Respondia-me num português anglo, e eu tropeçava no meu inglês rasteiro. Explicou-me que os tempos estes, não são como aqueles. Estão mais graves. E lá do mundo de onde ele vinha, a crise financeira não estava para caridades. Lá a vida está cara, não se brinca nem com brinquedos. Viera para aqui recomendado por amigos. Disseram-lhe que aqui era terra de oportunidades.
– Mozambique terra de bom gente! Opportunities, you know?
– Wich kind of opportunities? Chegou-se mais perto, segredou a voz:
– Like boladas, got it? Percebi que para fintar a crise tornara-se num mukherista da pesada. Explicou-me que estávamos num país fértil em boladas, por isso muitos estrangeiros vêm para cá. Enquanto falávamos, um agente alfandegário aproximou-se em disfarçado assobio, como se não viesse a lado nenhum. Notei que ali era local de encontro e por isso o pai natal se tinha desmarcado para ali.
Antes de falarem, o velhote olhou para alí, para acolá, e escondeu-se por trás de lentes escuras, ganhando um ar 007. Falavam muito próximos mas distanciados pela língua. Os gestos, discretos, dialogavam mais do que as bocas. Eram tão discretos que pareciam cochichar com gestos. Solicitou o meu inglês, ainda que pobre, melhor do que o do agente:
– Quantos contentores são? – pediu-me o agente que lhe traduzisse.
– Mmmm… how many… hmmm…
– desenhei com gestos um contentor.
– Containers? – percebia o velhote. – yes, containers.
Endireitou os óculos, olhou secretamente para os lados e disse o número com os dedos. O agente fez uma expressão grave, que é como se encarece um produto, mas rapidamente sorriu quando um envelope gordo saiu da mala do Pai Natal para a sua pasta.
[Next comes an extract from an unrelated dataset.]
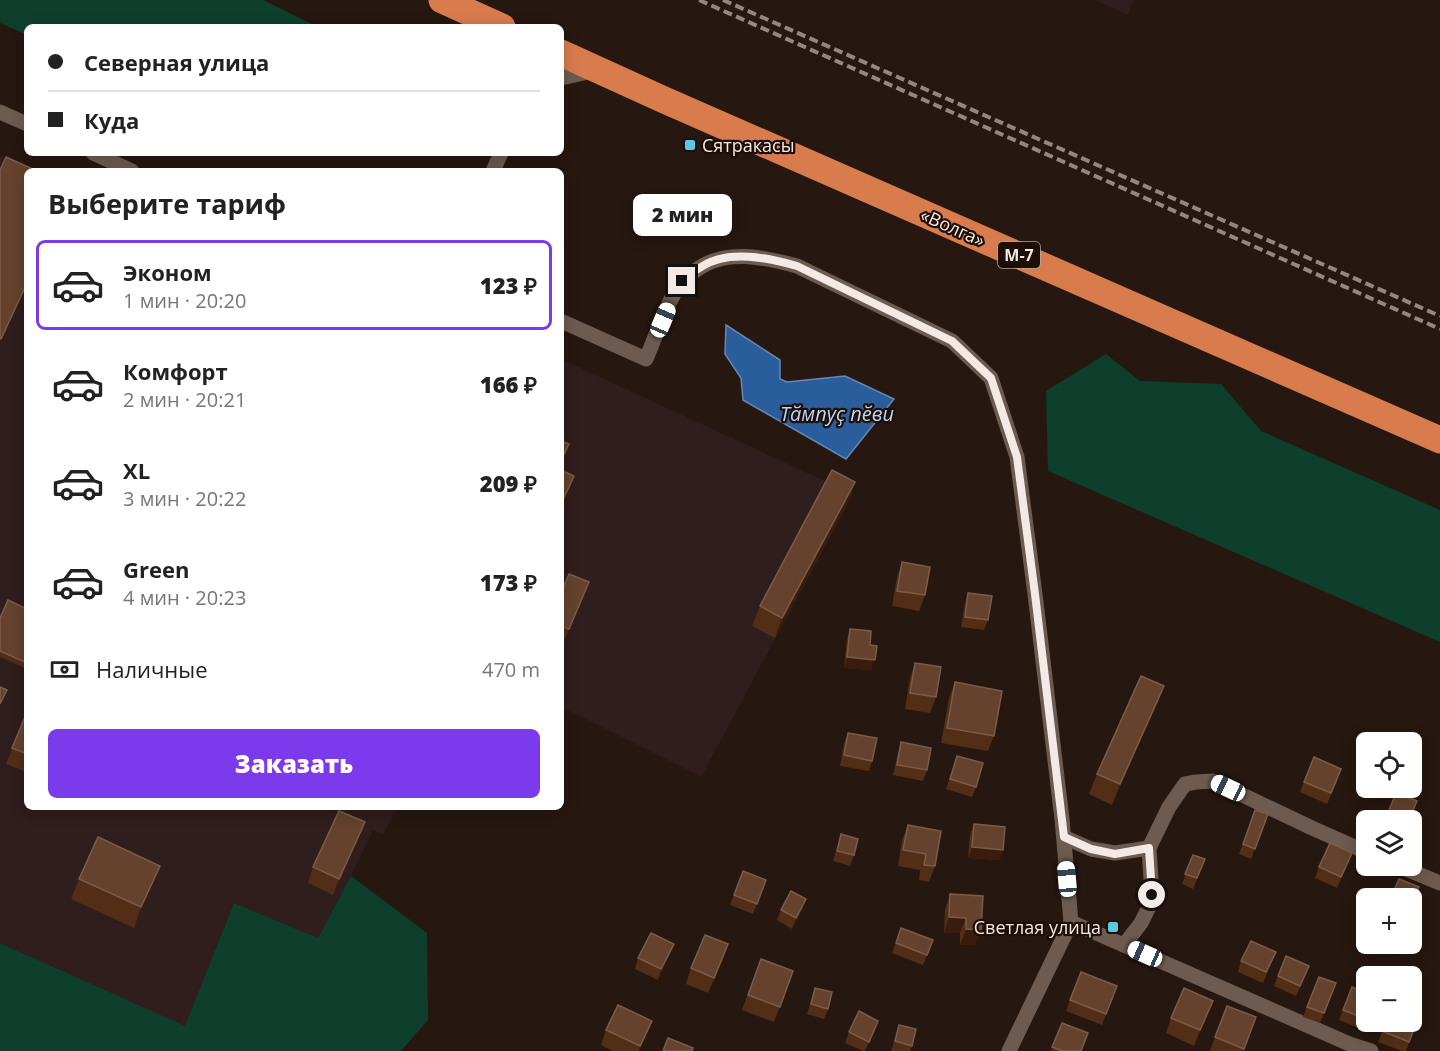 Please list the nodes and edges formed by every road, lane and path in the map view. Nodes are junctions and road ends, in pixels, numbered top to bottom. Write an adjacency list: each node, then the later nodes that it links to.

O velho comprou outra cerveja, entrou para um carro de luxo indescritível. Ligou o ar condicionado e subiu os vidros mais escuros que as lentes dos óculos. Despediu-se de mim levando dois dedos à testa, fazendo uma quase continência, depois de me oferecer um maço magro de notas, mas gordo para a minha condição, e desejar-me: – Bofesta!